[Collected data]
──────

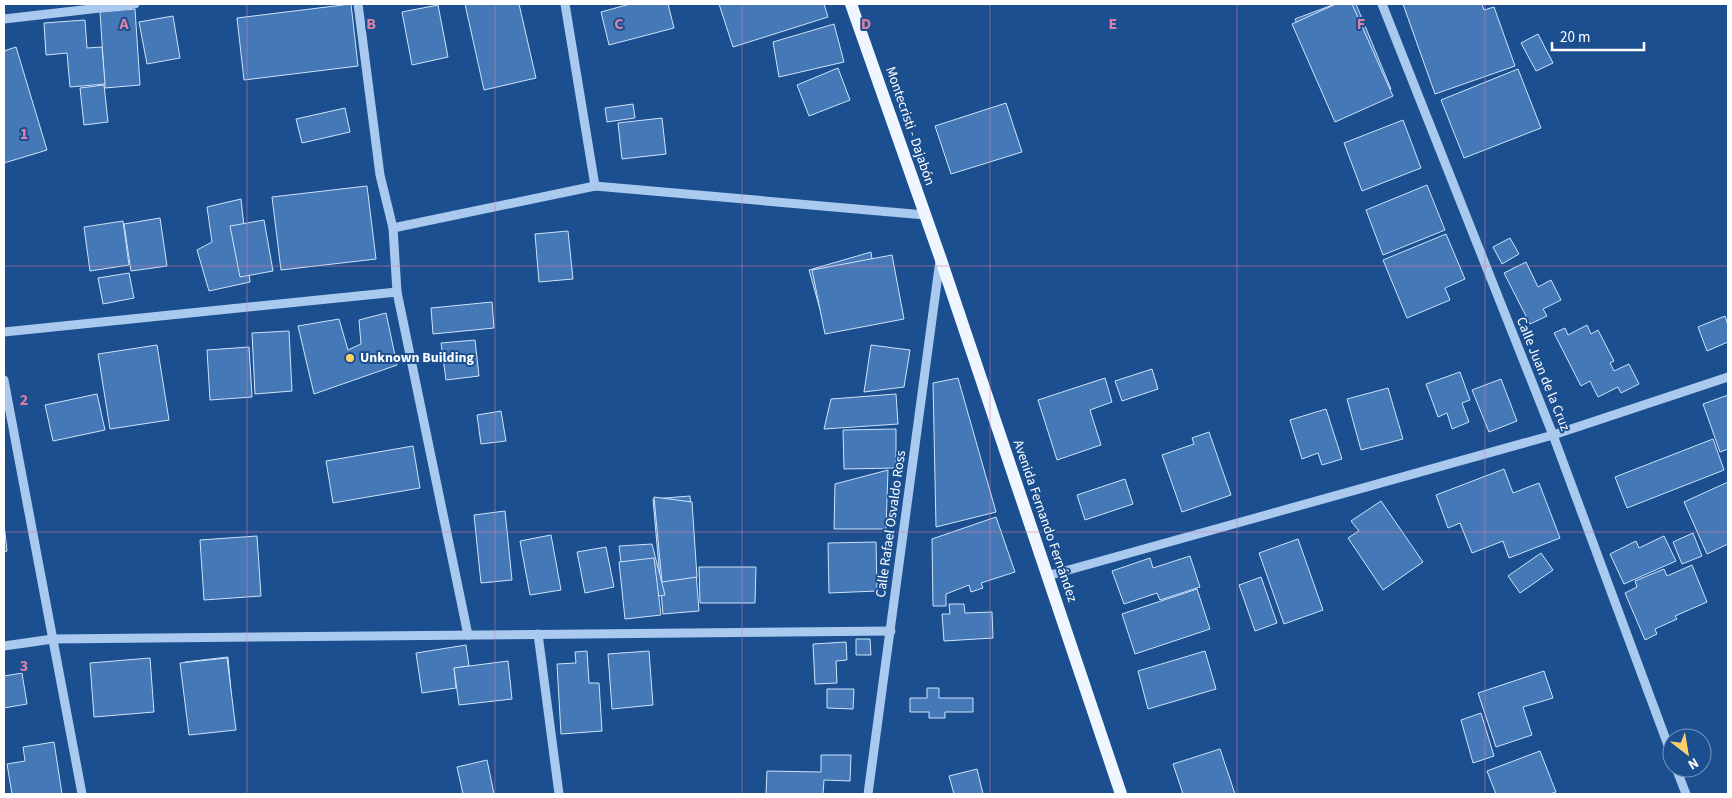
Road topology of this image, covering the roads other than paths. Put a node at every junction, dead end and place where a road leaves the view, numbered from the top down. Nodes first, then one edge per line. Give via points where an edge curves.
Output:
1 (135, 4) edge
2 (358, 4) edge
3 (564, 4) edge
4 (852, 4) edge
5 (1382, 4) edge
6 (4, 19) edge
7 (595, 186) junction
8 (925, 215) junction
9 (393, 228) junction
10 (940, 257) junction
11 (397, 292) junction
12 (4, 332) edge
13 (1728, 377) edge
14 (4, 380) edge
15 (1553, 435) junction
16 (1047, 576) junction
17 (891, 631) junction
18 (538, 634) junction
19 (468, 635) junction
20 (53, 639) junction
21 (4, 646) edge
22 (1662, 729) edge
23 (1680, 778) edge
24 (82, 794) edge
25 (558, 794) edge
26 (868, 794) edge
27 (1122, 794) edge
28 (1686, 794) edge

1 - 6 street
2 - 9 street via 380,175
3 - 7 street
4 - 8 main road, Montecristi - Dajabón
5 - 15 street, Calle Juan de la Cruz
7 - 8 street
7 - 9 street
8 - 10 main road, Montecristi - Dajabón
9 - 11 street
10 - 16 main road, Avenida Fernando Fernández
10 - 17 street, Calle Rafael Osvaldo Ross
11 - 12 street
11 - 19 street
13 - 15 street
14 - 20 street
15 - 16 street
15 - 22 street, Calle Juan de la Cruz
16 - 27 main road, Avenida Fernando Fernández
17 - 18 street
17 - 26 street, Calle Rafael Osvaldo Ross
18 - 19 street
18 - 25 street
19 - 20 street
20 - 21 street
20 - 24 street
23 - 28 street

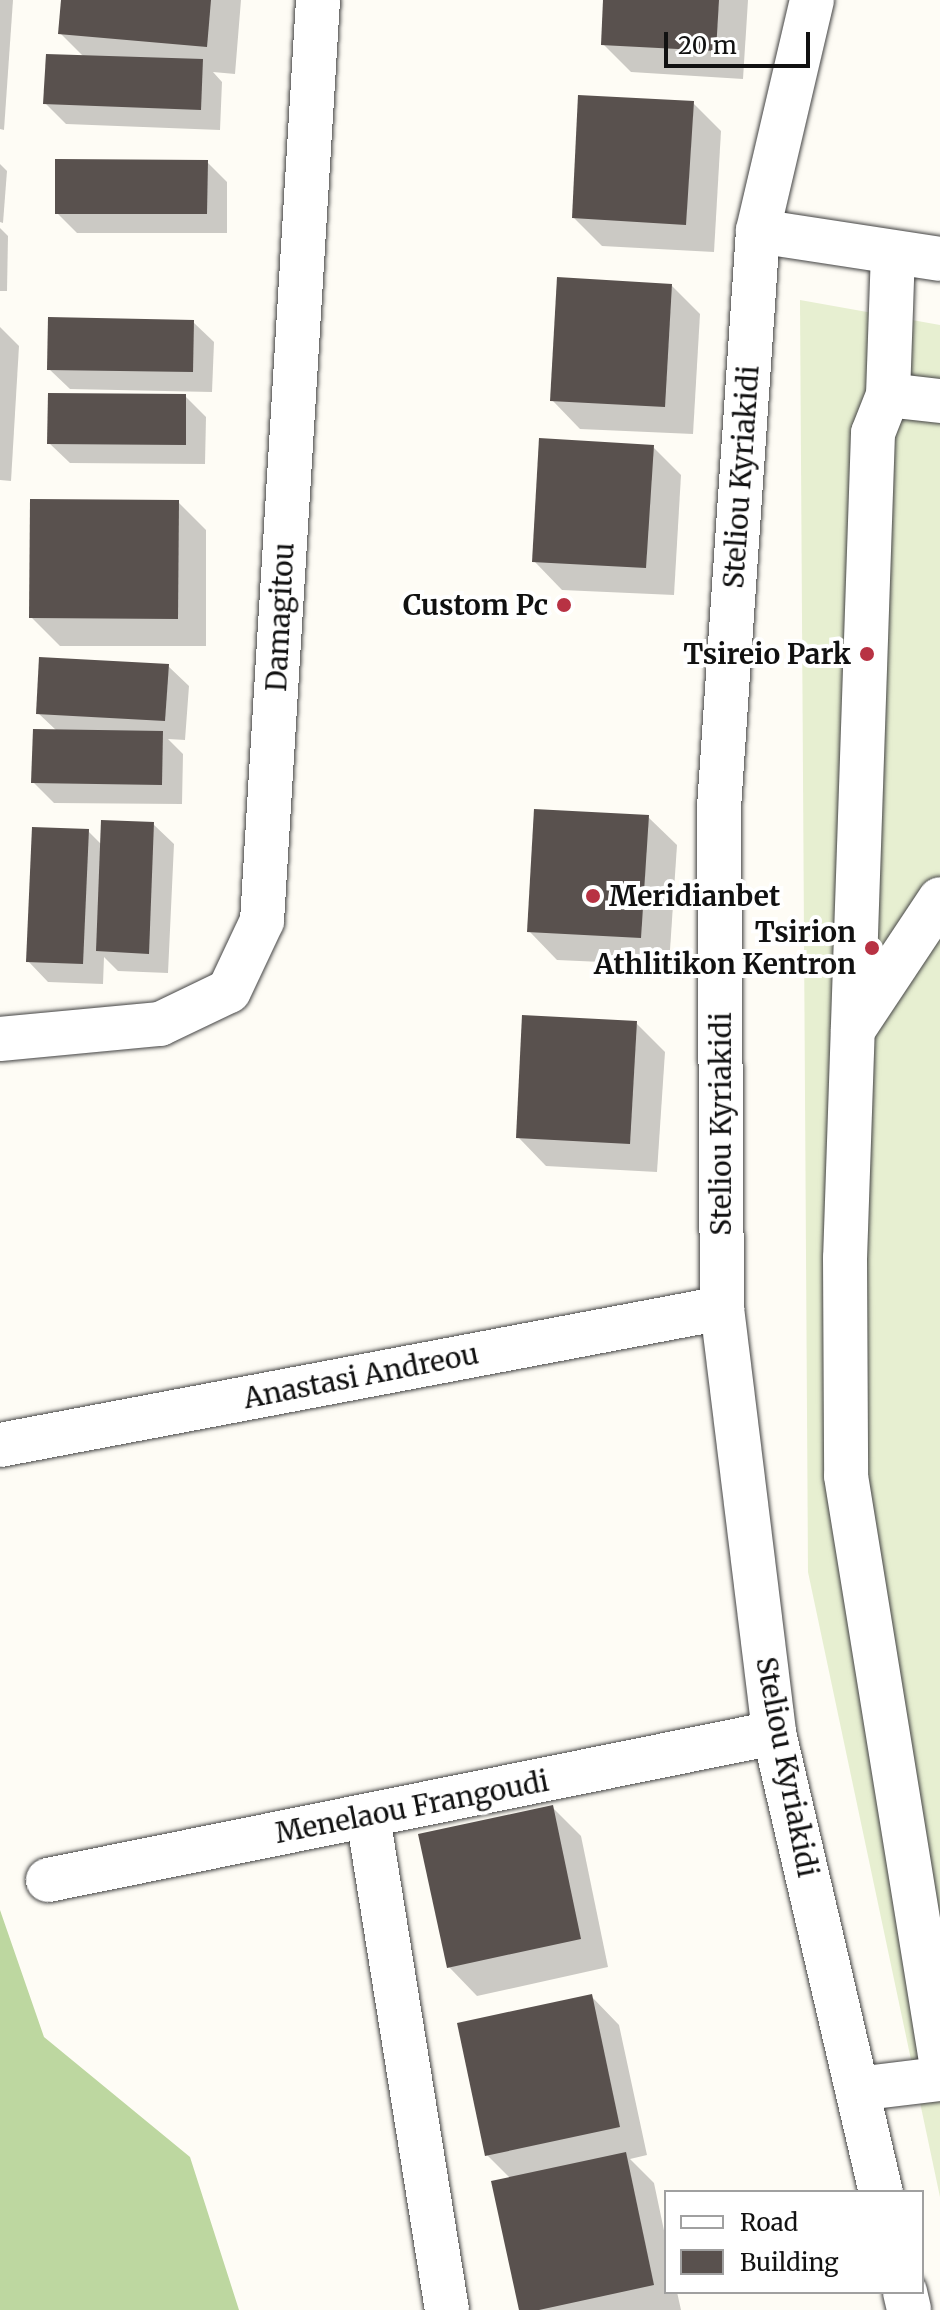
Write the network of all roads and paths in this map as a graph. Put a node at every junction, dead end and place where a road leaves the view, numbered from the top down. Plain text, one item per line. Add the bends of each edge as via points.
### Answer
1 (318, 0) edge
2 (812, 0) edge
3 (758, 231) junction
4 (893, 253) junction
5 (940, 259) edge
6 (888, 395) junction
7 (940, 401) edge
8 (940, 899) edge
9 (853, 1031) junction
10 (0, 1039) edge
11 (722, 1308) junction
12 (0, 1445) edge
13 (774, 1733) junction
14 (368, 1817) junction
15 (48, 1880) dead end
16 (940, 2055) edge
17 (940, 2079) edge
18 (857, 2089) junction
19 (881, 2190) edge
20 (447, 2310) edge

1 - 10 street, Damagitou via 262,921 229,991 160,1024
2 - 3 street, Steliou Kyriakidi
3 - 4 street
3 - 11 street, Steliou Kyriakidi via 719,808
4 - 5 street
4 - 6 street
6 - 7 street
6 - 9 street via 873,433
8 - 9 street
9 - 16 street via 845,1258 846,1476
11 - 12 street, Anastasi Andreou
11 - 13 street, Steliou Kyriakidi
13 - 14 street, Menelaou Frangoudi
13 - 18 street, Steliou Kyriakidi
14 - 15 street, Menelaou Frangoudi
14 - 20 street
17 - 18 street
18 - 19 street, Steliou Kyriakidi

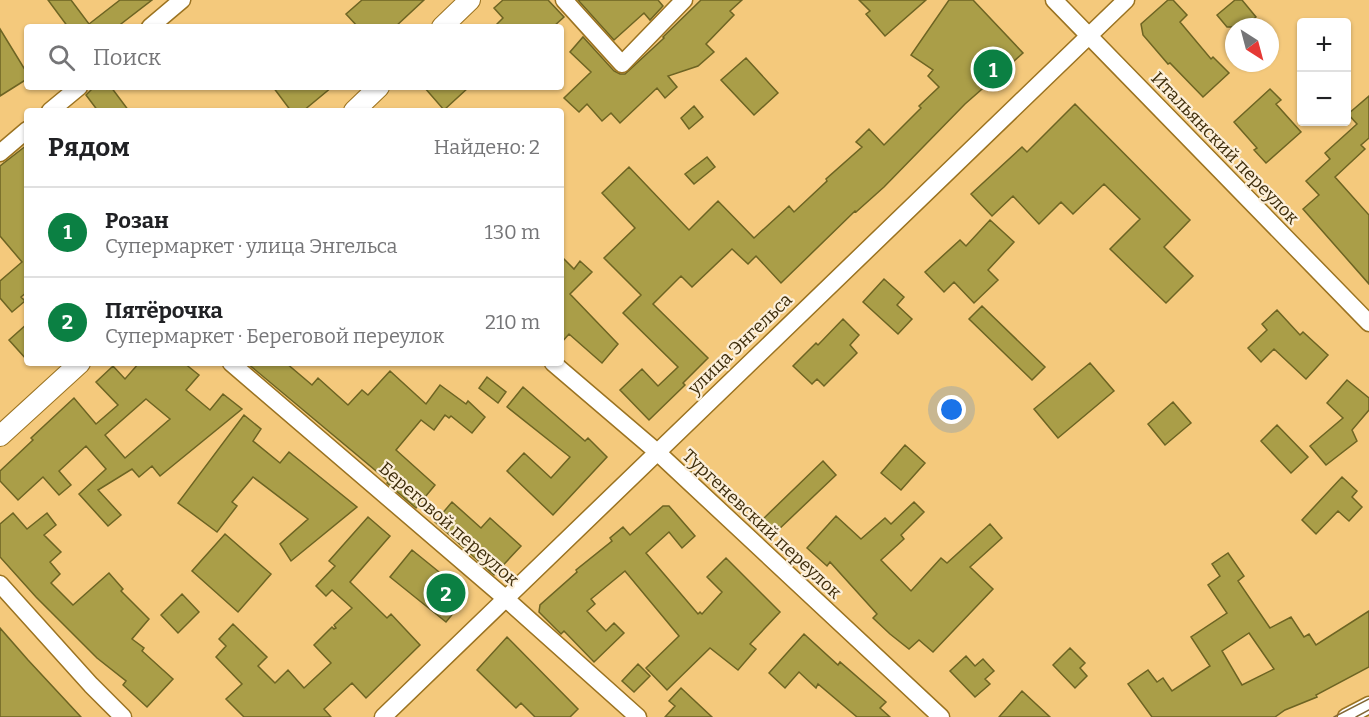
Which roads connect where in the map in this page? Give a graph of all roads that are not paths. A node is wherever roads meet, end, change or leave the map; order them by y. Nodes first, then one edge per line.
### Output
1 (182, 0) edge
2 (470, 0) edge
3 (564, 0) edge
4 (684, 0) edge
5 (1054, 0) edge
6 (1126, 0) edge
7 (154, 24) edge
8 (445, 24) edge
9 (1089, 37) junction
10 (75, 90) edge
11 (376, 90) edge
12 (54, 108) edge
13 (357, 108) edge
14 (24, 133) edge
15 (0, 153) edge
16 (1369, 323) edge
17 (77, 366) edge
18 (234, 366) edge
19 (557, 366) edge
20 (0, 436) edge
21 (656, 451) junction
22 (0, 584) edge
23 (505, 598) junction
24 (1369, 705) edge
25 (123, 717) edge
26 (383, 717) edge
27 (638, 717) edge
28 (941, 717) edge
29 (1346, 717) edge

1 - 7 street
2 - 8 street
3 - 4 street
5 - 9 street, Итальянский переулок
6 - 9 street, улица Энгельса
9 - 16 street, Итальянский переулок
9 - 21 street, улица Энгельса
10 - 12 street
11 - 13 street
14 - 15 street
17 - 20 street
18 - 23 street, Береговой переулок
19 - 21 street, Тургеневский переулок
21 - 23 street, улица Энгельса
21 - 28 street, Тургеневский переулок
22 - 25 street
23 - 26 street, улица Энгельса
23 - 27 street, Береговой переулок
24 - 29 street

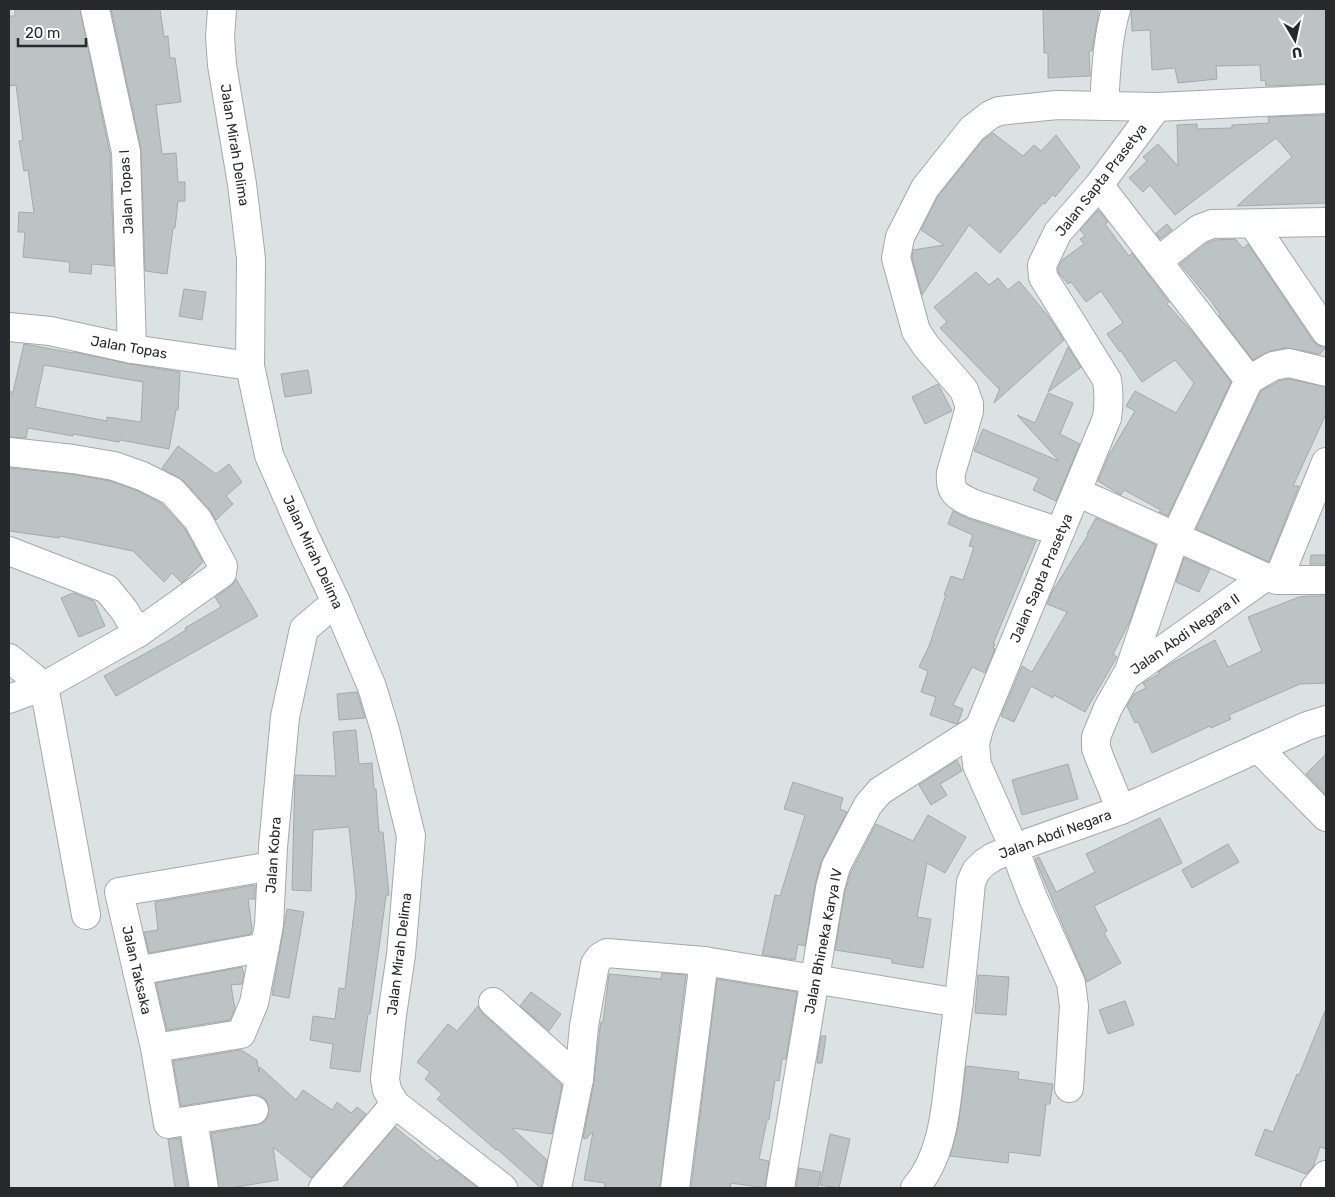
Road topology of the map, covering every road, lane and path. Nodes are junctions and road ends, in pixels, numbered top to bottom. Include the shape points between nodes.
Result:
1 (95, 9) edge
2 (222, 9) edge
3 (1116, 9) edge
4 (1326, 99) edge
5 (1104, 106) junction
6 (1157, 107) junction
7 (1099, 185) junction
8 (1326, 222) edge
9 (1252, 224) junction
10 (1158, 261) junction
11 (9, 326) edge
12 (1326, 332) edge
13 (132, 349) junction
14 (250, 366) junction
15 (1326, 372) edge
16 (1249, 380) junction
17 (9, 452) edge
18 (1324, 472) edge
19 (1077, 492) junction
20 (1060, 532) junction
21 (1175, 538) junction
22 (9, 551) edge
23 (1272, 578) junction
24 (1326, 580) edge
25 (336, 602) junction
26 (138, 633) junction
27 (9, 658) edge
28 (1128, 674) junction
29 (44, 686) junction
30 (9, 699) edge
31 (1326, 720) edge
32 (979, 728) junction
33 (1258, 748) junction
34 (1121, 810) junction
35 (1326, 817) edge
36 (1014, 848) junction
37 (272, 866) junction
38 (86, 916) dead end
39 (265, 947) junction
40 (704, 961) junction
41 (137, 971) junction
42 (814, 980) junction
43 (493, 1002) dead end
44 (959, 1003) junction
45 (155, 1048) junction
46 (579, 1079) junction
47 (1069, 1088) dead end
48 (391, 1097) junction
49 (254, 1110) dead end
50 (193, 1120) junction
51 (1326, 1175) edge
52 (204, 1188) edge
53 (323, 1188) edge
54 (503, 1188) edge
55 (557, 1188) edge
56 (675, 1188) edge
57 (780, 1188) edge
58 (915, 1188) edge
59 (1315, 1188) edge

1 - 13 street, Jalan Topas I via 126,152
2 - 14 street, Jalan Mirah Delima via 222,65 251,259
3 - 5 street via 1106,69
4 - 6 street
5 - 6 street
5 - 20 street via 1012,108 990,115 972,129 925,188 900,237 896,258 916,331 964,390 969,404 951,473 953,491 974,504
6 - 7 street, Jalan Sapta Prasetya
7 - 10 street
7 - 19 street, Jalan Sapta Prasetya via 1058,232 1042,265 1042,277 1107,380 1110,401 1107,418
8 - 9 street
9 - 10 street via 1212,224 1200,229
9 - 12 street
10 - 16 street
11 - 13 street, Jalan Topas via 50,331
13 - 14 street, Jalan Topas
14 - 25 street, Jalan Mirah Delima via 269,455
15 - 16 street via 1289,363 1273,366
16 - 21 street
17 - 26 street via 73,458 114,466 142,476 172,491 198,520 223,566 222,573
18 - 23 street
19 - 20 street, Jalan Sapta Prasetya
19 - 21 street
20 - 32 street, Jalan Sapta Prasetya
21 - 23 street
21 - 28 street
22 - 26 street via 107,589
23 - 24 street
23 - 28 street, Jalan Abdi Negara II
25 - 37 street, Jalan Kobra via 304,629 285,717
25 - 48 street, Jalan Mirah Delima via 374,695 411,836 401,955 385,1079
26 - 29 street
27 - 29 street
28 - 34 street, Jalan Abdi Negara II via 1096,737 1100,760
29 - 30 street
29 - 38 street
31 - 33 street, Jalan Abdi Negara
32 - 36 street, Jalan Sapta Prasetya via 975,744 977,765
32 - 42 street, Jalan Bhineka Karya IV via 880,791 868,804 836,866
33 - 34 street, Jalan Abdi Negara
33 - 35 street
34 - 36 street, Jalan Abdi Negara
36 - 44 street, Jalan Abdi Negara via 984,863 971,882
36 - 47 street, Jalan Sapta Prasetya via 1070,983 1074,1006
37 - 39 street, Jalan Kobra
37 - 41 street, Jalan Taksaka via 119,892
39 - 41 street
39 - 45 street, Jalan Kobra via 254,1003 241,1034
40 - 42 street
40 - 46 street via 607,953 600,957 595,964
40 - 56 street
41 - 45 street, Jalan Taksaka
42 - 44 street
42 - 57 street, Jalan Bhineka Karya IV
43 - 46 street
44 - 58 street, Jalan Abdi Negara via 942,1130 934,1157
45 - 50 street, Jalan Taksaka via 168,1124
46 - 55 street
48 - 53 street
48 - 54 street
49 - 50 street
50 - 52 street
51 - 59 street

──────

◆ Work order: Lines holding the word "Береговой" should be copied from the entries above.

◆ Response for this exercise:
18 - 23 street, Береговой переулок
23 - 27 street, Береговой переулок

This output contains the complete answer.